As I’ve explained before, the labor shortage claim is patent nonsense, if only because the kinds of wage increases basic that economic tells us result from real labor shortages are nowhere in sight. Moreover, it seems that no one else on Capitol Hill or in the Obama administration thought to suggest to these employers that often in American history, business has responded to labor shortages perceived and real by improving their management acts to boost efficiency or to develop or invest in new machinery and technologies that could substitute for increasingly expensive labor. The latter approach, incidentally, was so common that it largely explains why the United States so quickly grew into a global science, technology, and manufacturing leader. Further, the productivity improvements that resulted keyed the nation’s longstanding world-beating performance on this score.

Nor did the Cheap Labor Lobby hear the equally obvious counter-argument that an industry or company that can’t raise productivity enough to offset higher wages simply doesn’t have a viable business model, and doesn’t deserve an immigration subsidy from Washington.

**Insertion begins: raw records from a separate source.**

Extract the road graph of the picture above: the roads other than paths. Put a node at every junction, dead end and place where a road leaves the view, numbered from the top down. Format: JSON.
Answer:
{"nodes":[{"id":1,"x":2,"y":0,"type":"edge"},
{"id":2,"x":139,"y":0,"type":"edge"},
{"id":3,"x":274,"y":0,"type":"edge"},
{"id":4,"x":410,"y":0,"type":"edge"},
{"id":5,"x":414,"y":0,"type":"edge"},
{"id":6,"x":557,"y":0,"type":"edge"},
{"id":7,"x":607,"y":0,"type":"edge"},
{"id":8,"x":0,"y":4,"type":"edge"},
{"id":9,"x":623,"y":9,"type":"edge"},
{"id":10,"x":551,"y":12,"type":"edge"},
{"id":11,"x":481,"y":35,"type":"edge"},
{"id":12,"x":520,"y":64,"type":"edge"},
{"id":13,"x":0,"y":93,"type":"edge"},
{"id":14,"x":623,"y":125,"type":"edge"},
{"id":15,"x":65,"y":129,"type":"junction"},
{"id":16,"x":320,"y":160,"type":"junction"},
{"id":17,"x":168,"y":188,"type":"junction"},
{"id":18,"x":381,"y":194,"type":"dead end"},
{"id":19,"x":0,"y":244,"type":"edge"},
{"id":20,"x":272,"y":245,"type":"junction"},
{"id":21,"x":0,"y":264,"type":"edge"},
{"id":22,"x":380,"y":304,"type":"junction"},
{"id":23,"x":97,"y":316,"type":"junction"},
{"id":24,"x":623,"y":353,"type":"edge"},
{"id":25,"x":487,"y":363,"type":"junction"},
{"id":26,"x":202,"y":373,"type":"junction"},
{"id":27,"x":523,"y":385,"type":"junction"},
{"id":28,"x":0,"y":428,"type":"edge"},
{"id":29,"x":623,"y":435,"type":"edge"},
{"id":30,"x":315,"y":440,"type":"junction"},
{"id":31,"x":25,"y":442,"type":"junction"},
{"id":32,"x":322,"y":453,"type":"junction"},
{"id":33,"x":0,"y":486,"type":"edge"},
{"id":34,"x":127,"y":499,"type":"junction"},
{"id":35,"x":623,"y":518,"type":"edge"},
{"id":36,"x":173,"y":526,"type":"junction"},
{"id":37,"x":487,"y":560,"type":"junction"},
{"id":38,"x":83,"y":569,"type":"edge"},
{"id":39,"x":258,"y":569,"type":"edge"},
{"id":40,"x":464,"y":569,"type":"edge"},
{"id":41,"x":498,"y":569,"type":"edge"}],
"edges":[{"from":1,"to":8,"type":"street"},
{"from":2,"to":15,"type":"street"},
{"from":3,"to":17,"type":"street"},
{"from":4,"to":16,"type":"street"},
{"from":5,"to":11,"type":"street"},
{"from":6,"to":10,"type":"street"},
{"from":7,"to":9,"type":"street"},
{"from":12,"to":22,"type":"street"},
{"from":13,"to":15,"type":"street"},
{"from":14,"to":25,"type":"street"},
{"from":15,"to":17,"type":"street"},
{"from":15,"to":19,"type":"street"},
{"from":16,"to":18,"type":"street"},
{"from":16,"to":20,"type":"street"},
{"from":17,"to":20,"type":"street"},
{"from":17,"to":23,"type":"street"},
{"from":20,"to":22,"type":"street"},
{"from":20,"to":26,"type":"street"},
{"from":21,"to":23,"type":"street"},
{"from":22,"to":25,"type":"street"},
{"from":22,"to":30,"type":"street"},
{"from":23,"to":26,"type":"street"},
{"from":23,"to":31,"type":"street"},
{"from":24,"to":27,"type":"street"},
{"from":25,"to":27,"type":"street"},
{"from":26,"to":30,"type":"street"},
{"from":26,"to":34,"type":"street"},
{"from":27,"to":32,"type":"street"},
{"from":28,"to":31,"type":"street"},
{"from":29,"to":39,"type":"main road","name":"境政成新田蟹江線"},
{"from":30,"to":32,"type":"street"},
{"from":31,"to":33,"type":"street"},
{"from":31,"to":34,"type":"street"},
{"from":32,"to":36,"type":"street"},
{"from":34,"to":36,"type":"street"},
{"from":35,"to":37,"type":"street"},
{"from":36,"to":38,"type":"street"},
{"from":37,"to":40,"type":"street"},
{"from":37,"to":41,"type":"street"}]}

Another provision in the spending bill seems to limit the use of cheap immigrant labor by high tech companies by doubling the fees charged for using one category of foreign workers with supposedly special skills (the H-1B category), and more than doubling it for another category (L-1s). But there’s much less to these requirements than meets the eye, mainly because firms don’t have to pay the fees if they have fewer than 50 employees, or if they’re larger but fewer than half their workers already hold these visas. As a result, the fees will be highly concentrated in Indian-owned tech firms who make unusually heavy use of H-1Bs and L-1s. But their big American-owned counterparts, like Intel and Google and Microsoft, which also employ many of these foreign workers, will continue getting off scott-free.

In addition, the Obama administration has in the works a stealth increase in the supply of foreign tech workers. The Optional Practical Training (OPT) program has long permitted foreign students to work in the United States for twelve months after graduation. Since employers who use them don’t have to pay payroll taxes on them and since the program includes no minimum wage requirements, many technology firms have found these employees cheaper and therefore more attractive than American workers. At least as important, OPT workers can substitute for H-1Bs, whose use is capped at 65,000 annually.

In 2008, President George W. Bush extended the time-frame to 17 months for graduates with science and technology degrees (Congress’ approval wasn’t needed), but last year, a federal court overturned this policy on the grounds that the Bush decision taken without adequate public notice and comment. Nonetheless, the court also gave the government itself a six-month extension for the 17-month policy, and the same amount of time (until February) to seek the longer OPT period the right way. The Obama administration has not only decided to do so, but has submitted a draft proposal to extend the total time-frame to three years.

Some members of Congress have pushed back, but given the views not only of Trump supporters, but the public at large, it’s amazing (or not?) that such steps are even being contemplated. After all, polls consistently show that when it comes to levels of immigration (again, this has nothing to do with illegal immigration), Americans want them stabilized, or lowered – not increased.

So expect the current Election 2016 dynamic to continue. Growing numbers of voters will become angrier and angrier about their diminished economic prospects and threatened security, establishment politicians in both parties will ignore or actively reject the messages they’re sending, and both they and the equally establishment-oriented media will even more self-righteously condemn the rise of demagoguery in America.